**EXERCISE AIM**
Pull every line that includes the word "above" from the data.

++++ DATA SHOWN ++++

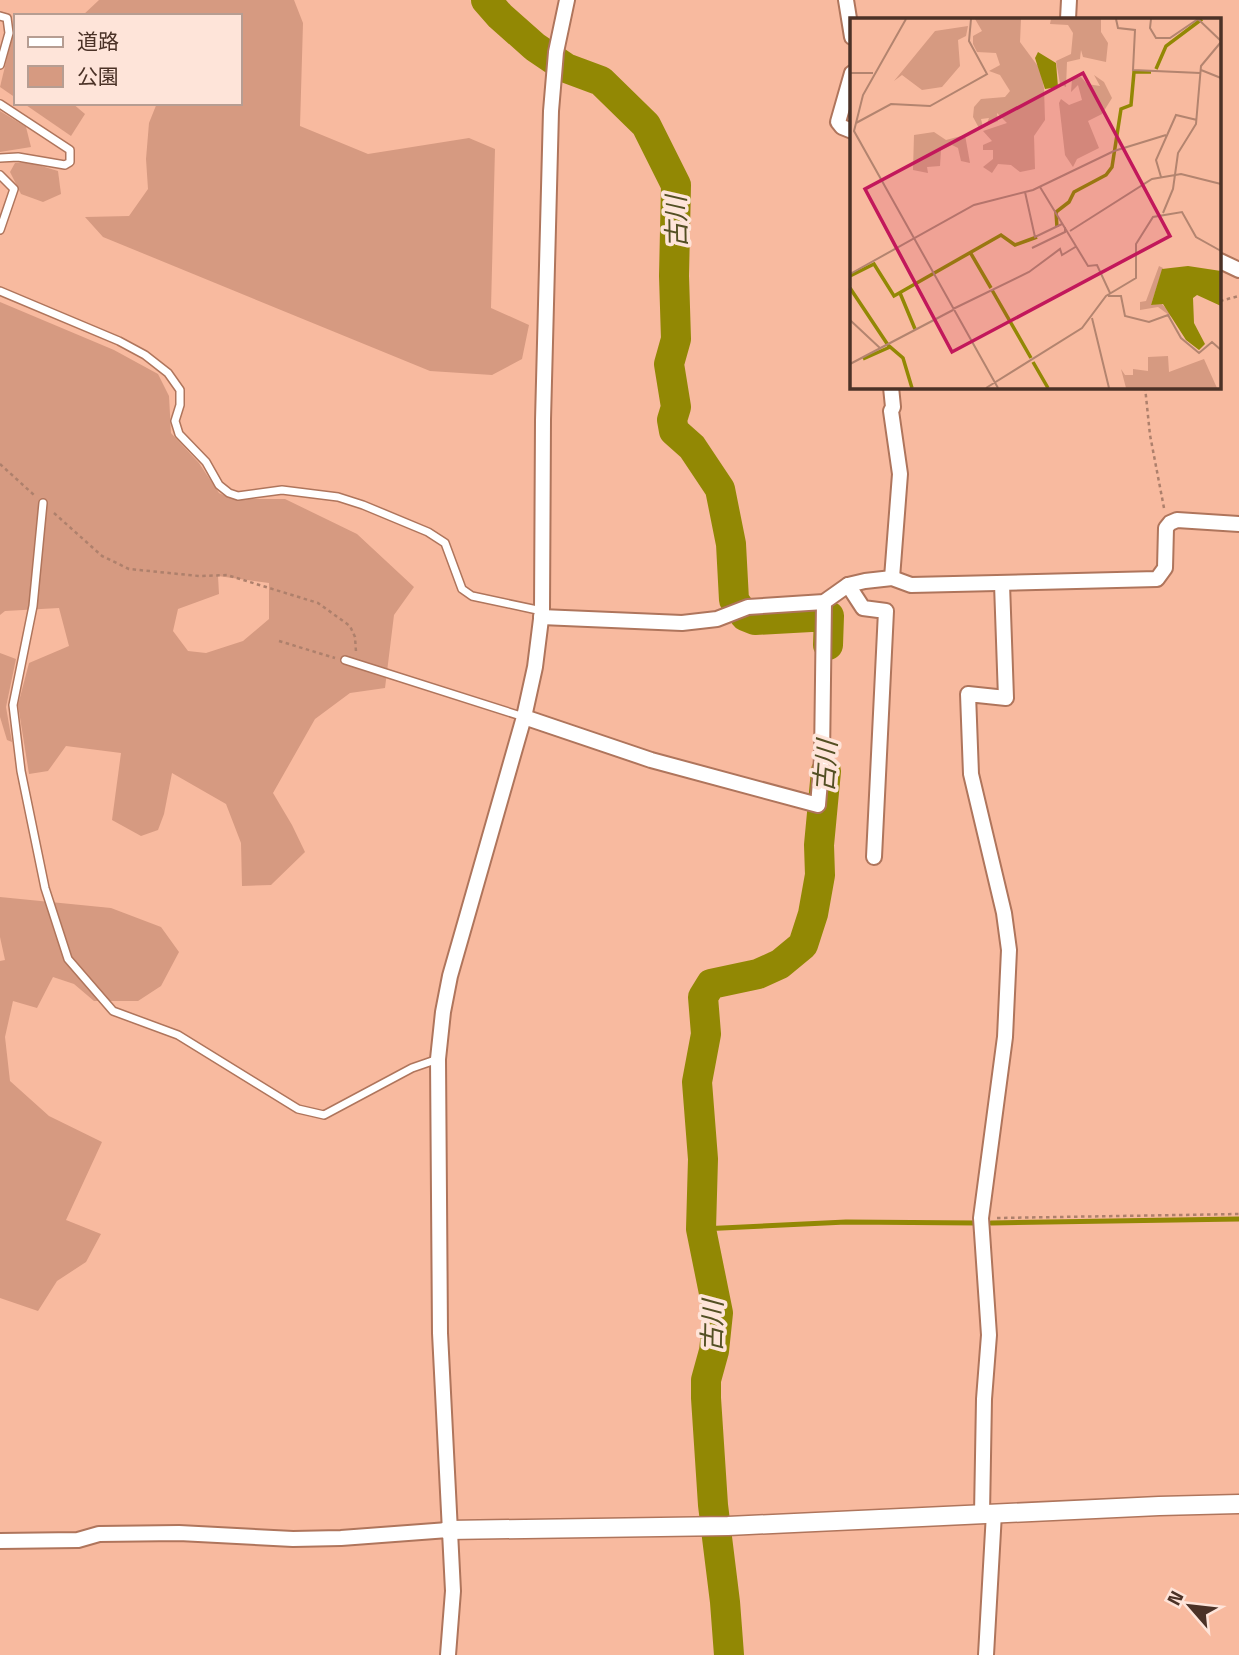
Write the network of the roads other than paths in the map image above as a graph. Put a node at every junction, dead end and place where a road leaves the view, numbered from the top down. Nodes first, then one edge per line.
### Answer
1 (568, 0) edge
2 (846, 0) edge
3 (1069, 0) edge
4 (0, 16) edge
5 (1068, 18) edge
6 (850, 25) edge
7 (0, 65) edge
8 (850, 80) edge
9 (0, 104) edge
10 (850, 130) edge
11 (0, 158) edge
12 (0, 175) edge
13 (0, 230) edge
14 (1222, 262) edge
15 (1239, 270) edge
16 (0, 291) edge
17 (891, 388) edge
18 (43, 502) road end
19 (1239, 524) edge
20 (892, 578) junction
21 (1002, 584) junction
22 (848, 585) junction
23 (824, 612) junction
24 (542, 614) junction
25 (345, 660) road end
26 (524, 717) junction
27 (874, 857) dead end
28 (438, 1059) junction
29 (1239, 1504) edge
30 (988, 1513) junction
31 (448, 1530) junction
32 (0, 1541) edge
33 (448, 1655) edge
34 (986, 1655) edge

1 - 24 street
2 - 6 street
3 - 5 street
4 - 7 lane
8 - 10 street
9 - 11 lane
12 - 13 lane
14 - 15 street
16 - 24 lane
17 - 20 street
18 - 28 lane
19 - 21 street
20 - 21 street
20 - 22 street
21 - 30 street
22 - 23 street
22 - 27 street
23 - 24 street
23 - 26 street
24 - 26 street
25 - 26 lane
26 - 28 street
28 - 31 street
29 - 30 street
30 - 31 street
30 - 34 street
31 - 32 street
31 - 33 street

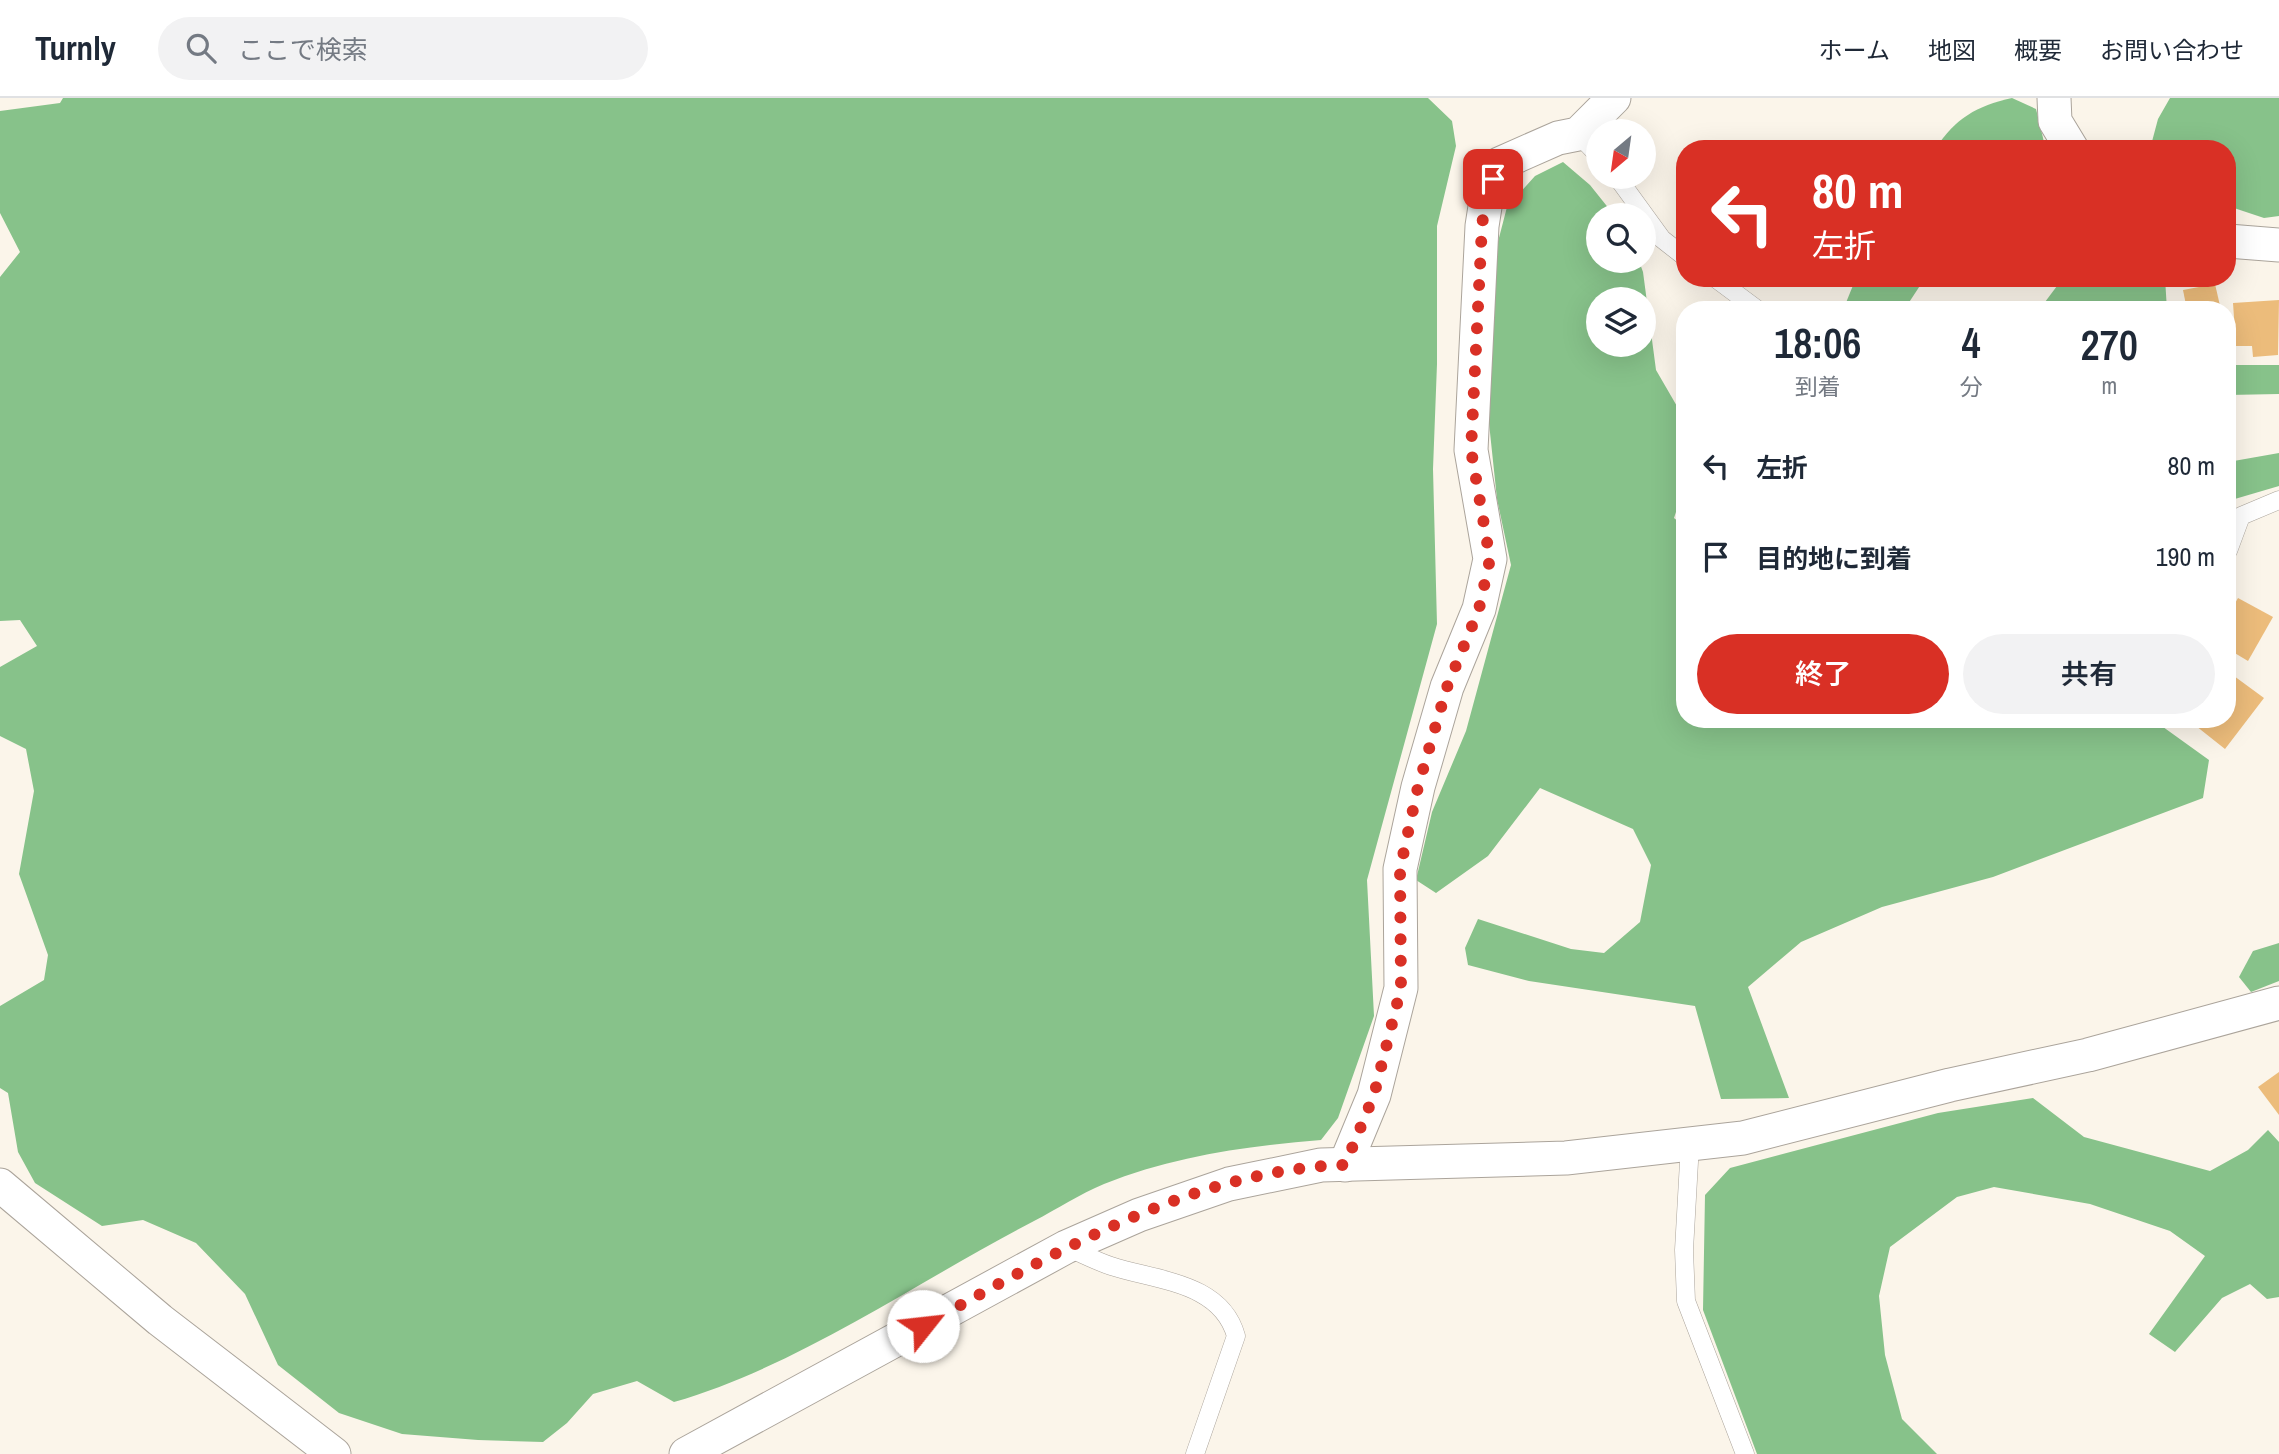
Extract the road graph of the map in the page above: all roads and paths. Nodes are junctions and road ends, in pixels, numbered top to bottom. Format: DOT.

++++

**TASK RESULT**
Write the network of the roads other than paths in the map image above as a graph. Put a node at every junction, dead end and place where a road leaves the view, numbered from the top down. Nodes first, then one edge per line.
Extract the road graph of the map in the page above: all roads and paths. Nodes are junctions and road ends, in pixels, numbered top to bottom. Format: DOT.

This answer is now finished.